* [PROBLEM]:
Please write each entry out again exactly as shown.

* [Stored records]:
------------------------------------------------------------

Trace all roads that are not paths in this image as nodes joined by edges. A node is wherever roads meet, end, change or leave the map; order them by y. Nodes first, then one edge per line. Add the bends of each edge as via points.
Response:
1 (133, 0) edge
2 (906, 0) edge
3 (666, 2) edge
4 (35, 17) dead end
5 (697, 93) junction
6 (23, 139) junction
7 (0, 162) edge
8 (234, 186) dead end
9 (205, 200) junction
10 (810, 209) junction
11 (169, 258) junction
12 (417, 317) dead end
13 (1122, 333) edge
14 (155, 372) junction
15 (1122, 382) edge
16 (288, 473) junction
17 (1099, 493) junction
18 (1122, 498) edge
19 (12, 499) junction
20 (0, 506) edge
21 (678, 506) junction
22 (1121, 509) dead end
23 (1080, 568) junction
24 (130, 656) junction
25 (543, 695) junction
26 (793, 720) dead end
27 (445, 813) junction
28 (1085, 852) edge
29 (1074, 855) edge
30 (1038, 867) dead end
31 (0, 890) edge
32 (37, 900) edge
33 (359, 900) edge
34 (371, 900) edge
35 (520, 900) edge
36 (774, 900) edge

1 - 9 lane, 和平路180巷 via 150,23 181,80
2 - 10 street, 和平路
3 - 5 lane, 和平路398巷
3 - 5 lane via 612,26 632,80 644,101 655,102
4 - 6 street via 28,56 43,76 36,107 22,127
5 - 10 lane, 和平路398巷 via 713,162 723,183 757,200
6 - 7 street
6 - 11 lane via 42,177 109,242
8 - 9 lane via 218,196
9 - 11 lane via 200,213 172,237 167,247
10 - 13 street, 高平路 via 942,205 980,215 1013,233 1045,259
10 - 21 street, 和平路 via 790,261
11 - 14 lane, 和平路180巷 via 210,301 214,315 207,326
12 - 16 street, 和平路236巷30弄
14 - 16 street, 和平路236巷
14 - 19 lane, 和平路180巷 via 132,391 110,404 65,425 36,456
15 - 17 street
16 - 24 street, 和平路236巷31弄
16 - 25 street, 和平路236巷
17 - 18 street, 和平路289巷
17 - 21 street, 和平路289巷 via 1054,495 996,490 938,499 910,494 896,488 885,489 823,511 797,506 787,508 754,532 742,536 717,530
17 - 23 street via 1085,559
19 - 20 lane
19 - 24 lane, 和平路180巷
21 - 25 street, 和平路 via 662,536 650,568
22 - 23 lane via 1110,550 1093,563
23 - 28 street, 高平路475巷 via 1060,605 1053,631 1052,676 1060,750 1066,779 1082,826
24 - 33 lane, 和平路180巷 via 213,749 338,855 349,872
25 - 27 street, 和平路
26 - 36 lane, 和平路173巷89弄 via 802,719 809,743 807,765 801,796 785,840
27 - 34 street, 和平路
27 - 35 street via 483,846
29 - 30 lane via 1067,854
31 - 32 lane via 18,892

------------------------------------------------------------

* [OUTPUT BELOW]:
Trace all roads that are not paths in this image as nodes joined by edges. A node is wherever roads meet, end, change or leave the map; order them by y. Nodes first, then one edge per line. Add the bends of each edge as via points.
Response:
1 (133, 0) edge
2 (906, 0) edge
3 (666, 2) edge
4 (35, 17) dead end
5 (697, 93) junction
6 (23, 139) junction
7 (0, 162) edge
8 (234, 186) dead end
9 (205, 200) junction
10 (810, 209) junction
11 (169, 258) junction
12 (417, 317) dead end
13 (1122, 333) edge
14 (155, 372) junction
15 (1122, 382) edge
16 (288, 473) junction
17 (1099, 493) junction
18 (1122, 498) edge
19 (12, 499) junction
20 (0, 506) edge
21 (678, 506) junction
22 (1121, 509) dead end
23 (1080, 568) junction
24 (130, 656) junction
25 (543, 695) junction
26 (793, 720) dead end
27 (445, 813) junction
28 (1085, 852) edge
29 (1074, 855) edge
30 (1038, 867) dead end
31 (0, 890) edge
32 (37, 900) edge
33 (359, 900) edge
34 (371, 900) edge
35 (520, 900) edge
36 (774, 900) edge

1 - 9 lane, 和平路180巷 via 150,23 181,80
2 - 10 street, 和平路
3 - 5 lane, 和平路398巷
3 - 5 lane via 612,26 632,80 644,101 655,102
4 - 6 street via 28,56 43,76 36,107 22,127
5 - 10 lane, 和平路398巷 via 713,162 723,183 757,200
6 - 7 street
6 - 11 lane via 42,177 109,242
8 - 9 lane via 218,196
9 - 11 lane via 200,213 172,237 167,247
10 - 13 street, 高平路 via 942,205 980,215 1013,233 1045,259
10 - 21 street, 和平路 via 790,261
11 - 14 lane, 和平路180巷 via 210,301 214,315 207,326
12 - 16 street, 和平路236巷30弄
14 - 16 street, 和平路236巷
14 - 19 lane, 和平路180巷 via 132,391 110,404 65,425 36,456
15 - 17 street
16 - 24 street, 和平路236巷31弄
16 - 25 street, 和平路236巷
17 - 18 street, 和平路289巷
17 - 21 street, 和平路289巷 via 1054,495 996,490 938,499 910,494 896,488 885,489 823,511 797,506 787,508 754,532 742,536 717,530
17 - 23 street via 1085,559
19 - 20 lane
19 - 24 lane, 和平路180巷
21 - 25 street, 和平路 via 662,536 650,568
22 - 23 lane via 1110,550 1093,563
23 - 28 street, 高平路475巷 via 1060,605 1053,631 1052,676 1060,750 1066,779 1082,826
24 - 33 lane, 和平路180巷 via 213,749 338,855 349,872
25 - 27 street, 和平路
26 - 36 lane, 和平路173巷89弄 via 802,719 809,743 807,765 801,796 785,840
27 - 34 street, 和平路
27 - 35 street via 483,846
29 - 30 lane via 1067,854
31 - 32 lane via 18,892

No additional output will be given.